_THE DATA:_
━━━━━━━━━━
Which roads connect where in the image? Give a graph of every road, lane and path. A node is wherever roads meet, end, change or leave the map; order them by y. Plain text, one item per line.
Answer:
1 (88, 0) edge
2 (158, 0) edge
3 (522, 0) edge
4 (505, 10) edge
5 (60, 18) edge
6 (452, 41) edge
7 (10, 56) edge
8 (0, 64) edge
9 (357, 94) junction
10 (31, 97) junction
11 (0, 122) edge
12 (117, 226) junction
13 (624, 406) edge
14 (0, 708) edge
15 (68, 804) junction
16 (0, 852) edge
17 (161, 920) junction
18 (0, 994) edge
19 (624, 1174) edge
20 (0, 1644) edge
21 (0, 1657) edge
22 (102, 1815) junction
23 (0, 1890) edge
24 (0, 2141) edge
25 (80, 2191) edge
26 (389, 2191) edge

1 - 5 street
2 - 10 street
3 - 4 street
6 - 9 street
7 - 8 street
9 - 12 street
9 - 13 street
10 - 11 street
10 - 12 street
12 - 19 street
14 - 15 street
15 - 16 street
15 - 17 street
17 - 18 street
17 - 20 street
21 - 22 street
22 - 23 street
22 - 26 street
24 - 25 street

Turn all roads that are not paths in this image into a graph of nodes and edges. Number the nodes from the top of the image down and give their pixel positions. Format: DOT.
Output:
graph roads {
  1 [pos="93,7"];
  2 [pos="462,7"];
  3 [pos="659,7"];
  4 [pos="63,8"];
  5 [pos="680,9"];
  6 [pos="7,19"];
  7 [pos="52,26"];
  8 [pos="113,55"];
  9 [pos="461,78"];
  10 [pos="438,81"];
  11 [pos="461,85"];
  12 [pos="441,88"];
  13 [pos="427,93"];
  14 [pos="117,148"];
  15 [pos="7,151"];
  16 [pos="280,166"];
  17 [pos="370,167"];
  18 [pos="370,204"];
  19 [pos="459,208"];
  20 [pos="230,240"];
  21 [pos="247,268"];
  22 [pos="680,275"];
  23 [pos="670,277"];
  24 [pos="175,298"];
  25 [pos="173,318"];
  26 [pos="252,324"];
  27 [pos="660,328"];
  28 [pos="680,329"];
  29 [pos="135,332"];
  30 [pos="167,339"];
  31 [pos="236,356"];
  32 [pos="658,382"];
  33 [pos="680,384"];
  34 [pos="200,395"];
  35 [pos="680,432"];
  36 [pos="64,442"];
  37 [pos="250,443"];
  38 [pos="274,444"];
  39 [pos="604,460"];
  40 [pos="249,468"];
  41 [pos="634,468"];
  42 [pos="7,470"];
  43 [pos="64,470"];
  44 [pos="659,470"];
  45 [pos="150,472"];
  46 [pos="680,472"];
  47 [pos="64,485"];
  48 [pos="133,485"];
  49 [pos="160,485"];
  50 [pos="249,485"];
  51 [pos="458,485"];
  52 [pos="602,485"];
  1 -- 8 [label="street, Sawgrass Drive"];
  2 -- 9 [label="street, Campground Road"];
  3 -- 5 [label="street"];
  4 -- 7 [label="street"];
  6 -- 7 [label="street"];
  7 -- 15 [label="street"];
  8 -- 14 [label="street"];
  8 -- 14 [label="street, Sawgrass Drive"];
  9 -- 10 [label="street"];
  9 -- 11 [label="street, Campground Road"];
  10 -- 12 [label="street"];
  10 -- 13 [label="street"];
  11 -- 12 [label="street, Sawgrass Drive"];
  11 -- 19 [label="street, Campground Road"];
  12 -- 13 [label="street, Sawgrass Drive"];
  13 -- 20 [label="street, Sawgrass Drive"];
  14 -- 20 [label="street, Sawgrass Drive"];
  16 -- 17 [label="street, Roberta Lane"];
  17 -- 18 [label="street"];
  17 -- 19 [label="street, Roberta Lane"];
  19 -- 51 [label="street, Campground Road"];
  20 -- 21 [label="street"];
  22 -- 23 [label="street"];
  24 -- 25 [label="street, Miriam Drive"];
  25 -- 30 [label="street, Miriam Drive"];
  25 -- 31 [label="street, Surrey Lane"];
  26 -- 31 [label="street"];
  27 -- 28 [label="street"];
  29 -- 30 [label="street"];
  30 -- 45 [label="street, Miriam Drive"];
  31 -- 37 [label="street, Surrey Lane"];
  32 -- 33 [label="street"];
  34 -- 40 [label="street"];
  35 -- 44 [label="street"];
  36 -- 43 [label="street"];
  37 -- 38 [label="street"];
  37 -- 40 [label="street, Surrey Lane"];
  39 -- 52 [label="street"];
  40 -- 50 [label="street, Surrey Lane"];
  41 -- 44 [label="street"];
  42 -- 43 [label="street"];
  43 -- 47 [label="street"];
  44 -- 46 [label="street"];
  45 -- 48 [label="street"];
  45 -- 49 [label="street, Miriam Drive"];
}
━━━━━━━━━━
_BRIEF:_ Up to and including the line that holds "Turn all roads", reproduce the records above exactly from their first line, and give nothing else.

_SOLUTION FOR THIS TASK:_
Which roads connect where in the image? Give a graph of every road, lane and path. A node is wherever roads meet, end, change or leave the map; order them by y. Plain text, one item per line.
Answer:
1 (88, 0) edge
2 (158, 0) edge
3 (522, 0) edge
4 (505, 10) edge
5 (60, 18) edge
6 (452, 41) edge
7 (10, 56) edge
8 (0, 64) edge
9 (357, 94) junction
10 (31, 97) junction
11 (0, 122) edge
12 (117, 226) junction
13 (624, 406) edge
14 (0, 708) edge
15 (68, 804) junction
16 (0, 852) edge
17 (161, 920) junction
18 (0, 994) edge
19 (624, 1174) edge
20 (0, 1644) edge
21 (0, 1657) edge
22 (102, 1815) junction
23 (0, 1890) edge
24 (0, 2141) edge
25 (80, 2191) edge
26 (389, 2191) edge

1 - 5 street
2 - 10 street
3 - 4 street
6 - 9 street
7 - 8 street
9 - 12 street
9 - 13 street
10 - 11 street
10 - 12 street
12 - 19 street
14 - 15 street
15 - 16 street
15 - 17 street
17 - 18 street
17 - 20 street
21 - 22 street
22 - 23 street
22 - 26 street
24 - 25 street

Turn all roads that are not paths in this image into a graph of nodes and edges. Number the nodes from the top of the image down and give their pixel positions. Format: DOT.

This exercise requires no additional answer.